Максим Федотыч Русаков – этот лучший представитель всех прелестей старого быта, умнейший старик, русская душа, которою славянофильские и кошихинствующие критики кололи глаза нашей послепетровской эпохе и всей новейшей образованности, – Русаков, на наш взгляд, служит живым протестом против этого темного быта, ничем не осмысленного и безнравственного в самом корне своем. В Большове мы видели дрянную натуру, подвергшуюся влиянию этого быта; в Русакове нам представляется: а вот какими выходят при нем даже честные и мягкие натуры!.. И действительно, природная доброта и даже деликатность пробивается в Русакове сквозь грубые формы. Он обходится со всеми ласково, о жене и дочери говорит с умилением; когда Дуня, узнав о его решительном отказе Вихореву, падает в обморок (сцена эта нам кажется, впрочем, утрированною), он пугается и даже тотчас соглашается изменить для нее свое решение. Мало этого: у него голова сложена довольно хорошо, и из нее не выбить здравый смысл.
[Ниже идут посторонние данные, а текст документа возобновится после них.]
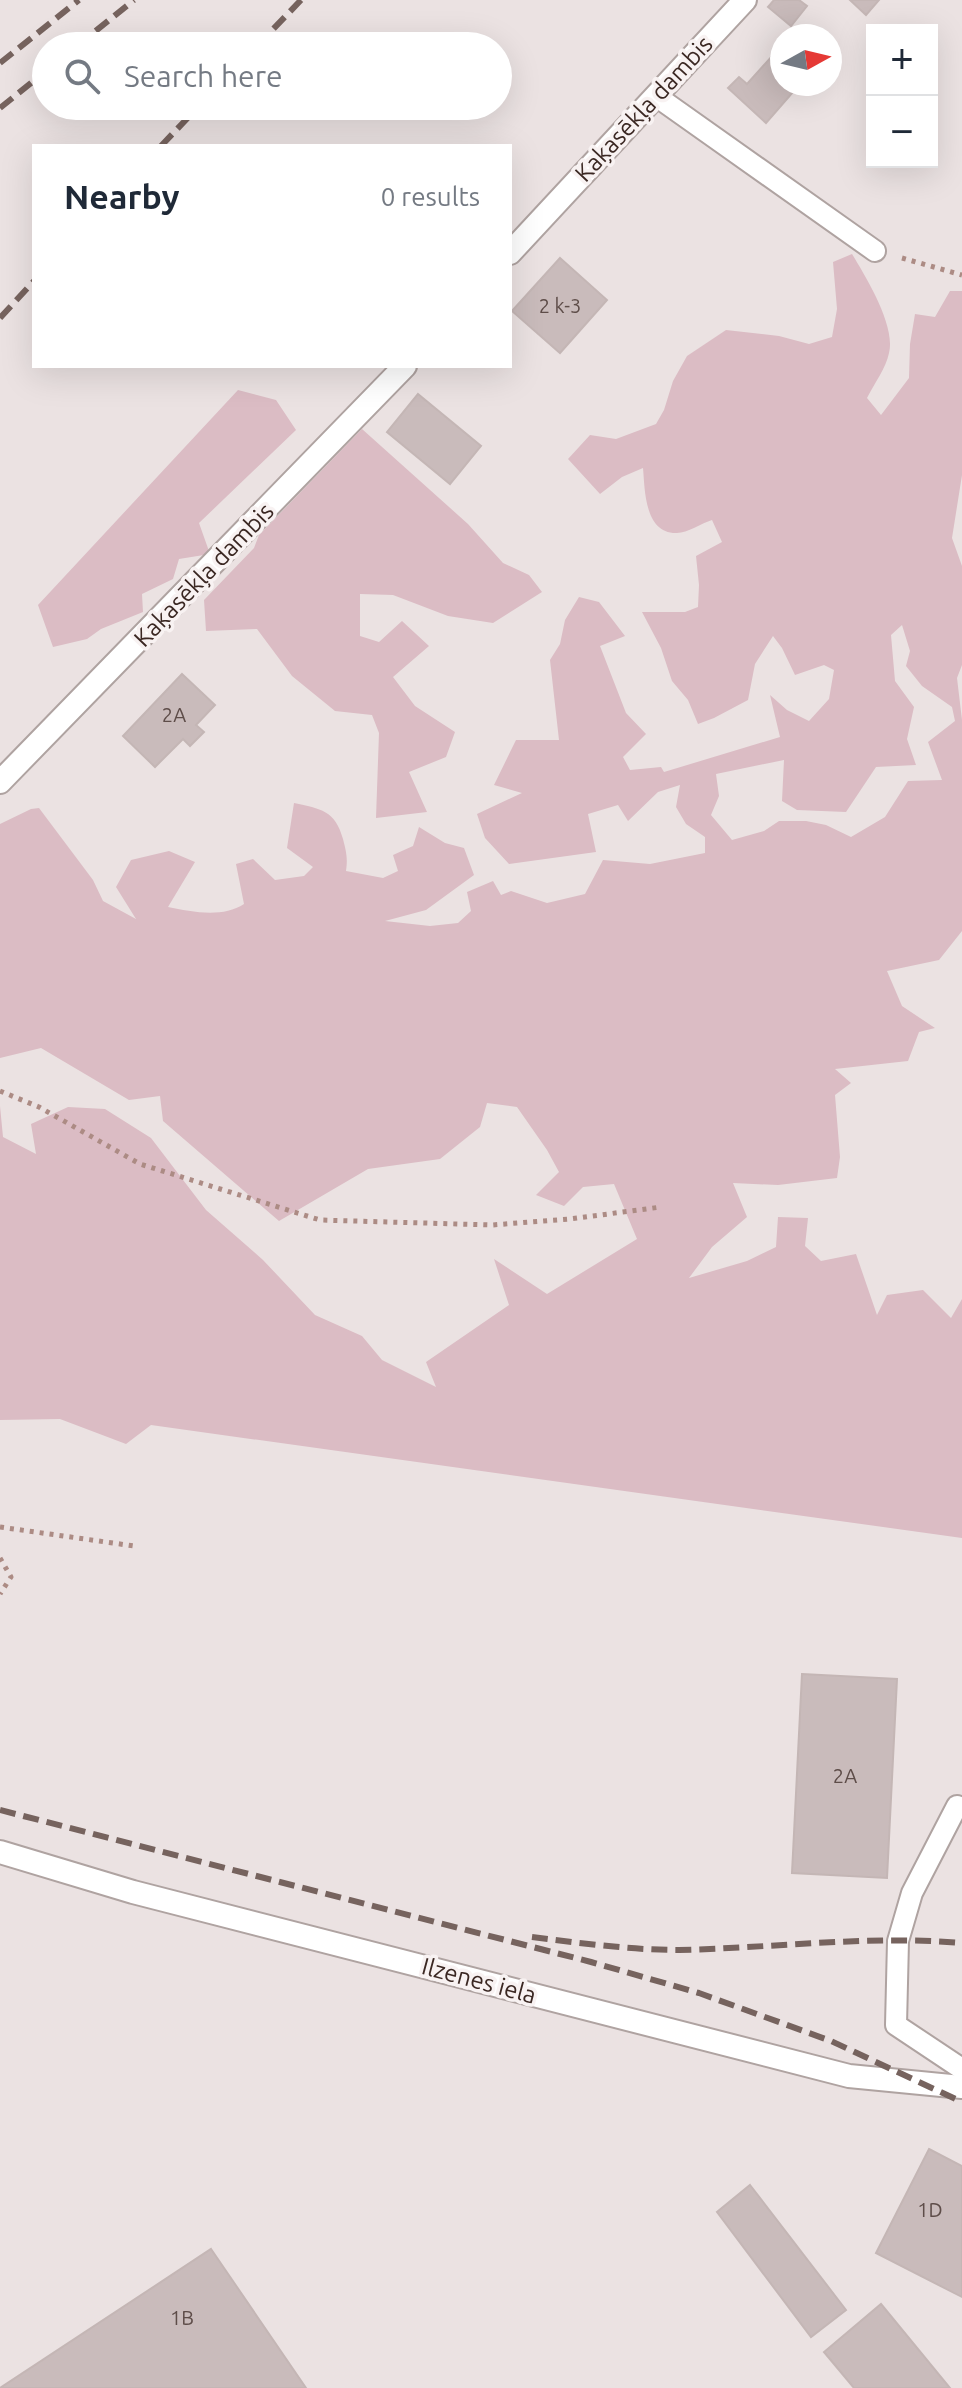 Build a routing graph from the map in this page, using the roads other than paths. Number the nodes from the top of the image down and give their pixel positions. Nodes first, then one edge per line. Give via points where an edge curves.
1 (745, 0) edge
2 (656, 96) junction
3 (512, 251) edge
4 (875, 251) road end
5 (403, 368) edge
6 (0, 782) edge
7 (957, 1806) dead end
8 (0, 1852) edge
9 (962, 2069) edge
10 (962, 2087) edge

1 - 2 street, Kaķasēkļa dambis
2 - 3 street, Kaķasēkļa dambis
2 - 4 lane
5 - 6 street, Kaķasēkļa dambis
7 - 9 lane via 912,1893 898,1941 896,2025
8 - 10 street, Ilzenes iela via 148,1896 849,2076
Он не говорит просто: "Так должно быть потому, что я так хочу", – а старается отыскивать резоны для своих решений. Но этим и ограничивается то, что мог он сохранить из добрых качеств своей натуры; далее начинаются приобретения самодурства. Видно, что Русаков, по мягкости своей природы, с самого начала кротко покорился существующему порядку, признав его законность; значит, не было нужды доказывать ему эту законность пинками и колотушками. Оттого в нем и в старости нет той враждебности и крутости, какую замечаем в других самодурах, выводимых Островским; оттого он не отвергает даже резонов в разговоре с низшими и младшими. Но быт "темного царства", в котором он вырос, ничего не дал ему в отношении резонности: ее нет в этом быте, и потому Русаков впадает в ту же несмысленность, в тот же мрак, в каком блуждают и другие собратья его, хуже одаренные природою.
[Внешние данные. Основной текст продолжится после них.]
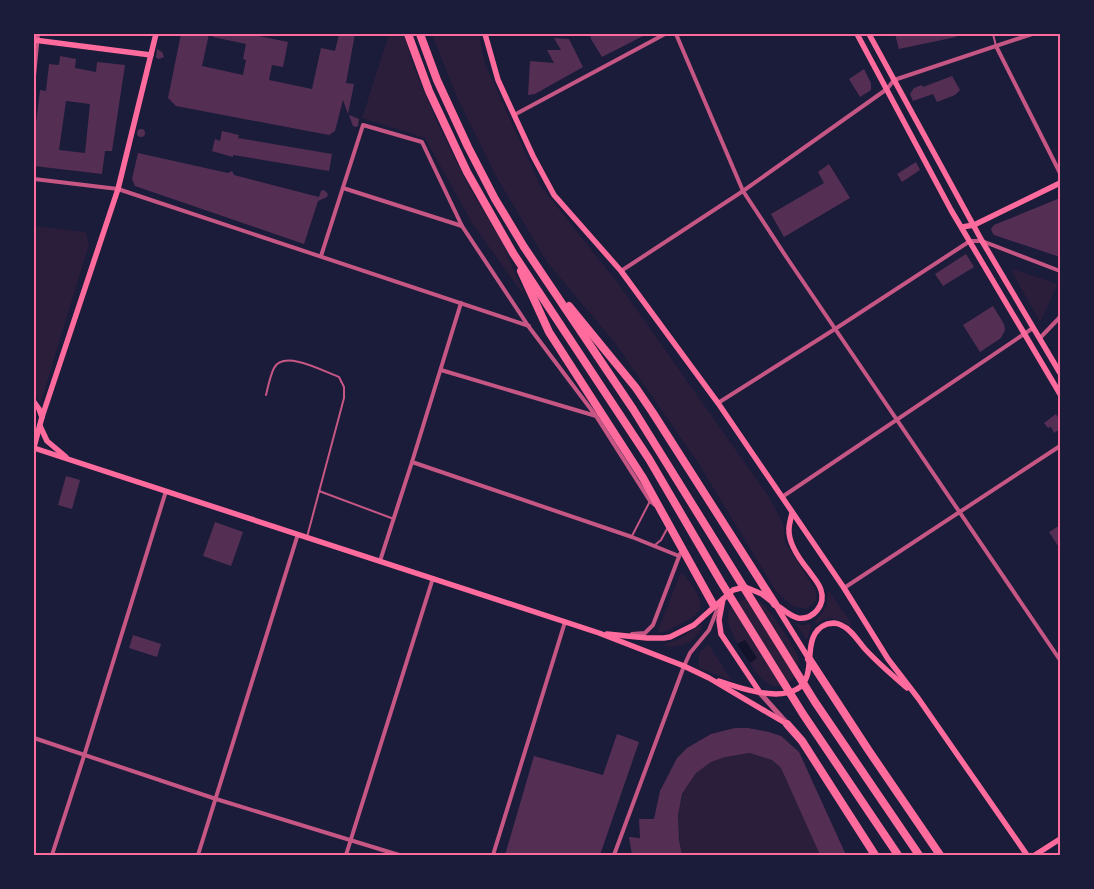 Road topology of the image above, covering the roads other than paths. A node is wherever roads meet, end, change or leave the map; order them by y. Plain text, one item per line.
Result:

Любопытно послушать мораль, до которой успел он возвыситься. Покорность, терпение, уважение к опыту и преданию, ограничение себя своим кругом – вот его основные положения. Дошел он до них грубо эмпирически, сопоставляя факты, но ничем их не осмысливая, потому что мысль его связана в то же время самым упорным, фаталистическим понятием о судьбе, распоряжающейся человеческими делами. Он появляется на сцену с сентенцией о том, что "нужно к старшим за советом ходить, – старик худа не посоветует". Далее в ответ на сватовство Бородина, он говорит: "Я, значит, должон это дело сделать с разумом, потому – мне придется за дочь богу отвечать". На этом основании он с судьбою дочери распоряжается вот каким образом: "Статочное ли дело, чтоб поверить девке, кто ей понравится? Нет, это не порядок: пусть мне человек понравится. Я не за того отдам, кого она полюбит, а за того, кого я полюблю. Да, кого я полюблю, за того и отдам". В этом уж крепко сказывается самодурство; но оно смягчается в Русакове следующим рассуждением: "Как девке поверить? что она видела? кого она знает?" Рассуждение справедливое в отношении к дочери Русакова; но ни Русакову и никому из ого собратьев не приходит в голову спросить: "Отчего ж она ничего не видела и никого не знает? Какая же необходимость была воспитывать ее в таком блаженном неведении, что всякий ее может обмануть?.." Если б они задали себе этот вопрос, то из ответа и оказалось бы, что всему злу корень опять-так не что иное, как их собственное самодурство. Русаков совершенно доволен своим положением и в бары лезть не желает, а образование он считает исключительной принадлежностью бар; вследствие того он и дочь свою так держит, что она остается, по его выражению, дурою. В ответ на сватанье Вихорева он говорит: "Ищите себе барышень, воспитанных, а уж наших-то дур оставьте нам, мы своим-то найдем женихов каких-нибудь дешевеньких". В этих словах еще слышится ирония; но Русаков и серьезно продолжает в том же роде: "Ну, какая она барыня, посудите, отец: жила здесь в четырех стенах, свету не видала… Не за что вам и любить ее: она девушка простая, невоспитанная и совсем вам не пара. У вас есть родные, знакомые, все будут смеяться над ней, как над дурой, да и вам-то она опротивеет хуже горькой полыни…. так отдам ли я дочь на такую каторгу!"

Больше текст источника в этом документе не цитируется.